--- Excerpted records ---

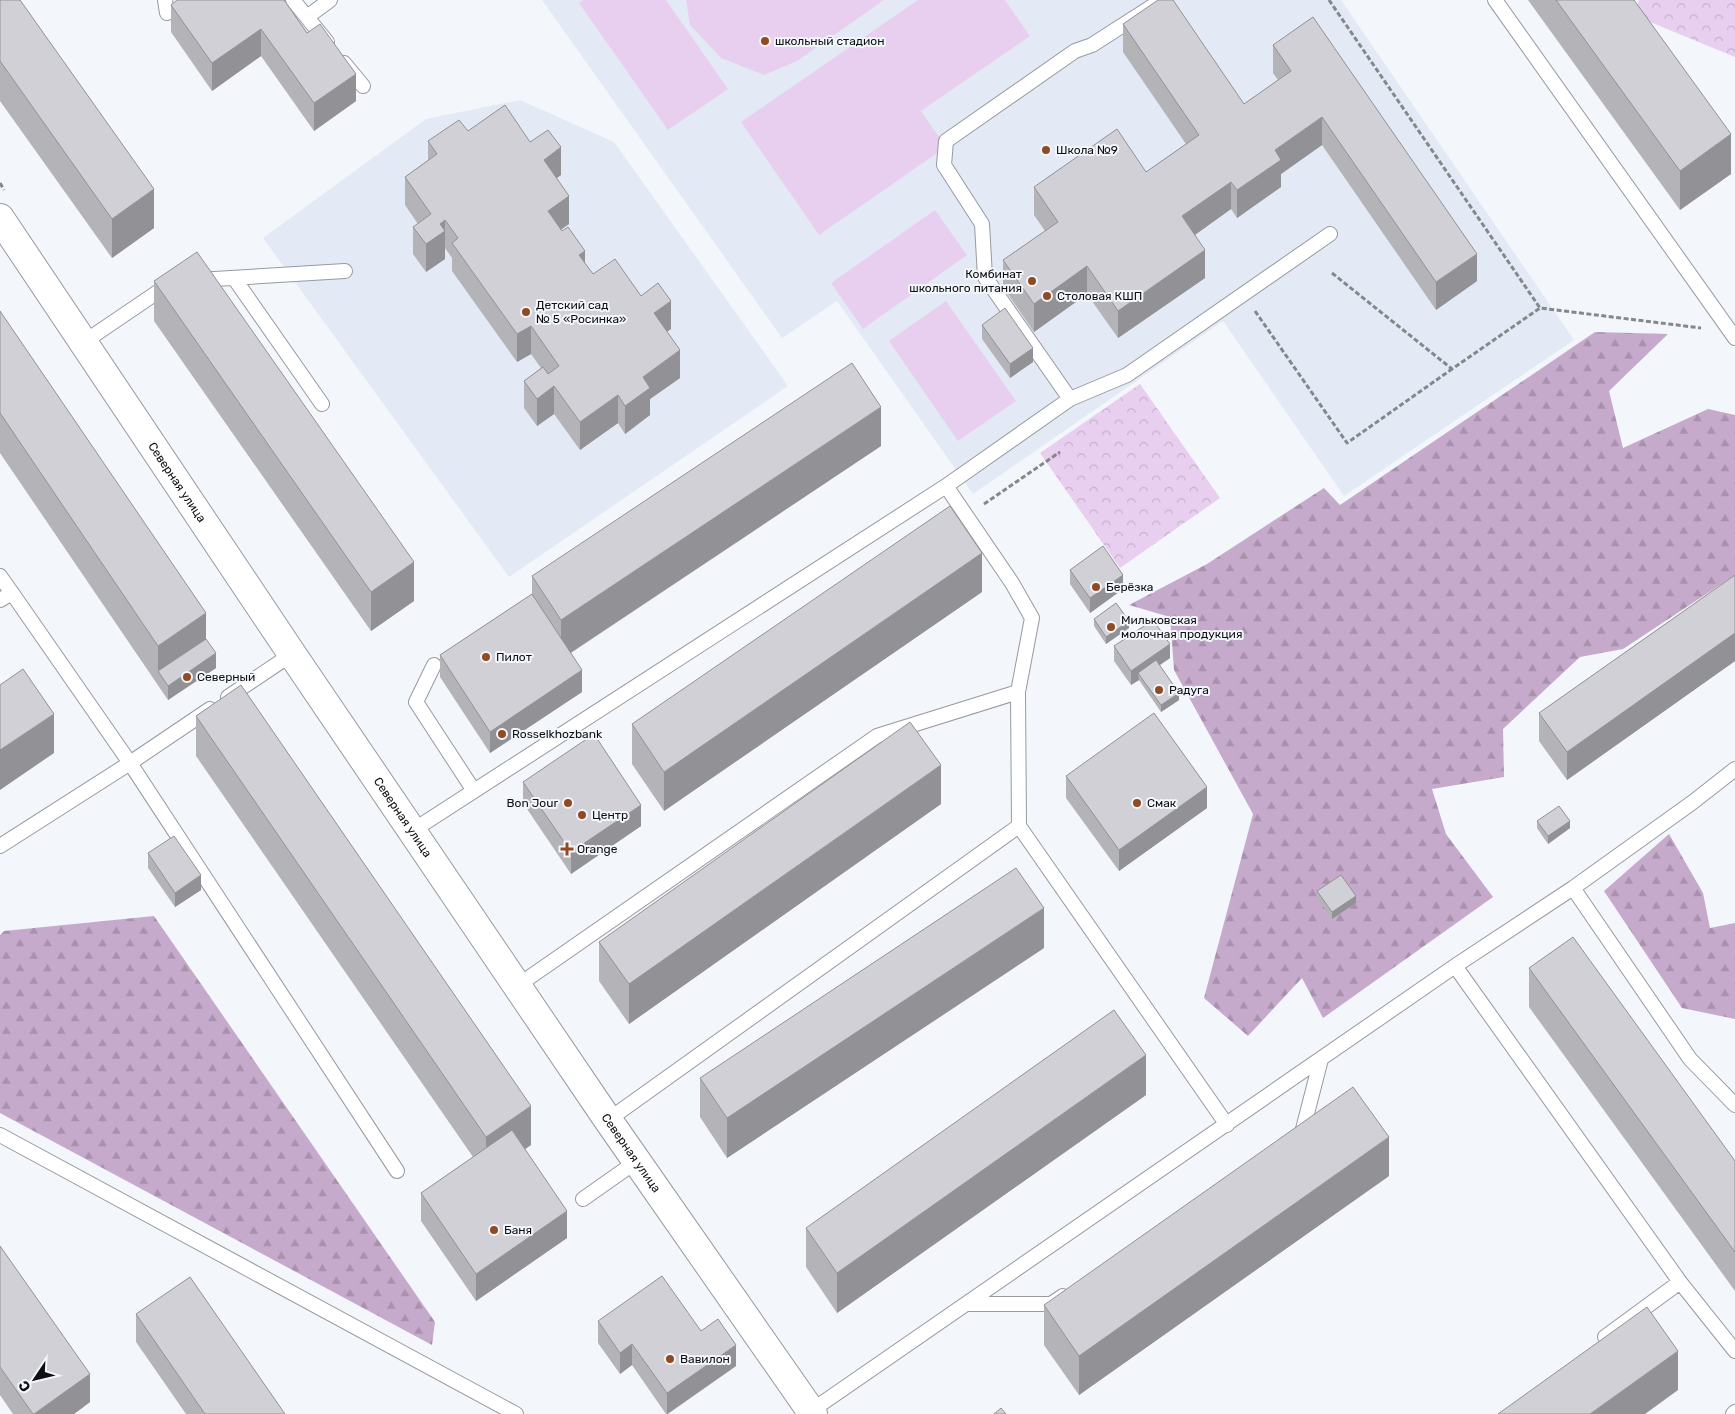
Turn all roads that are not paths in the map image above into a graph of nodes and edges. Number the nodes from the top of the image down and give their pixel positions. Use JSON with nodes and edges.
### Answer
{"nodes":[{"id":1,"x":294,"y":0,"type":"edge"},
{"id":2,"x":330,"y":0,"type":"edge"},
{"id":3,"x":1162,"y":0,"type":"edge"},
{"id":4,"x":1494,"y":0,"type":"edge"},
{"id":5,"x":306,"y":17,"type":"junction"},
{"id":6,"x":363,"y":86,"type":"dead end"},
{"id":7,"x":0,"y":218,"type":"edge"},
{"id":8,"x":1330,"y":234,"type":"dead end"},
{"id":9,"x":345,"y":271,"type":"dead end"},
{"id":10,"x":234,"y":278,"type":"junction"},
{"id":11,"x":1734,"y":334,"type":"edge"},
{"id":12,"x":84,"y":342,"type":"junction"},
{"id":13,"x":1070,"y":399,"type":"junction"},
{"id":14,"x":322,"y":404,"type":"dead end"},
{"id":15,"x":946,"y":486,"type":"junction"},
{"id":16,"x":0,"y":576,"type":"edge"},
{"id":17,"x":6,"y":597,"type":"edge"},
{"id":18,"x":292,"y":654,"type":"junction"},
{"id":19,"x":434,"y":665,"type":"dead end"},
{"id":20,"x":1018,"y":692,"type":"junction"},
{"id":21,"x":130,"y":763,"type":"junction"},
{"id":22,"x":1735,"y":769,"type":"edge"},
{"id":23,"x":474,"y":791,"type":"junction"},
{"id":24,"x":1018,"y":826,"type":"junction"},
{"id":25,"x":412,"y":832,"type":"junction"},
{"id":26,"x":0,"y":846,"type":"edge"},
{"id":27,"x":1573,"y":888,"type":"junction"},
{"id":28,"x":1455,"y":966,"type":"junction"},
{"id":29,"x":518,"y":986,"type":"junction"},
{"id":30,"x":1321,"y":1059,"type":"junction"},
{"id":31,"x":1735,"y":1105,"type":"edge"},
{"id":32,"x":608,"y":1120,"type":"junction"},
{"id":33,"x":1227,"y":1125,"type":"junction"},
{"id":34,"x":0,"y":1135,"type":"edge"},
{"id":35,"x":1286,"y":1144,"type":"edge"},
{"id":36,"x":637,"y":1161,"type":"junction"},
{"id":37,"x":397,"y":1171,"type":"dead end"},
{"id":38,"x":583,"y":1199,"type":"dead end"},
{"id":39,"x":1680,"y":1282,"type":"junction"},
{"id":40,"x":1075,"y":1287,"type":"edge"},
{"id":41,"x":967,"y":1304,"type":"junction"},
{"id":42,"x":1594,"y":1345,"type":"edge"},
{"id":43,"x":1735,"y":1351,"type":"edge"},
{"id":44,"x":810,"y":1413,"type":"edge"},
{"id":45,"x":516,"y":1414,"type":"edge"}],
"edges":[{"from":1,"to":5,"type":"lane"},
{"from":2,"to":5,"type":"lane"},
{"from":3,"to":13,"type":"lane"},
{"from":4,"to":11,"type":"lane"},
{"from":5,"to":6,"type":"lane"},
{"from":7,"to":12,"type":"street","name":"Северная улица"},
{"from":8,"to":13,"type":"lane"},
{"from":9,"to":10,"type":"lane"},
{"from":10,"to":12,"type":"lane"},
{"from":10,"to":14,"type":"lane"},
{"from":12,"to":18,"type":"street","name":"Северная улица"},
{"from":13,"to":15,"type":"lane"},
{"from":15,"to":20,"type":"lane"},
{"from":15,"to":23,"type":"lane"},
{"from":16,"to":17,"type":"lane"},
{"from":17,"to":21,"type":"lane"},
{"from":18,"to":21,"type":"lane"},
{"from":18,"to":25,"type":"street","name":"Северная улица"},
{"from":19,"to":23,"type":"lane"},
{"from":20,"to":24,"type":"lane"},
{"from":20,"to":29,"type":"lane"},
{"from":21,"to":26,"type":"lane"},
{"from":21,"to":37,"type":"lane"},
{"from":22,"to":27,"type":"lane"},
{"from":23,"to":25,"type":"lane"},
{"from":24,"to":32,"type":"lane"},
{"from":24,"to":33,"type":"lane"},
{"from":25,"to":29,"type":"street","name":"Северная улица"},
{"from":27,"to":28,"type":"lane"},
{"from":27,"to":31,"type":"lane"},
{"from":28,"to":30,"type":"lane"},
{"from":28,"to":39,"type":"lane"},
{"from":29,"to":32,"type":"street","name":"Северная улица"},
{"from":30,"to":33,"type":"lane"},
{"from":30,"to":35,"type":"lane"},
{"from":32,"to":36,"type":"street","name":"Северная улица"},
{"from":33,"to":41,"type":"lane"},
{"from":34,"to":45,"type":"lane"},
{"from":36,"to":38,"type":"lane"},
{"from":36,"to":44,"type":"street","name":"Северная улица"},
{"from":39,"to":42,"type":"lane"},
{"from":39,"to":43,"type":"lane"},
{"from":40,"to":41,"type":"lane"},
{"from":41,"to":44,"type":"lane"}]}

---

(Action item) Find the word "name" in the listing and copy each line that contains it.

(Exercise response)
{"from":7,"to":12,"type":"street","name":"Северная улица"},
{"from":12,"to":18,"type":"street","name":"Северная улица"},
{"from":18,"to":25,"type":"street","name":"Северная улица"},
{"from":25,"to":29,"type":"street","name":"Северная улица"},
{"from":29,"to":32,"type":"street","name":"Северная улица"},
{"from":32,"to":36,"type":"street","name":"Северная улица"},
{"from":36,"to":44,"type":"street","name":"Северная улица"},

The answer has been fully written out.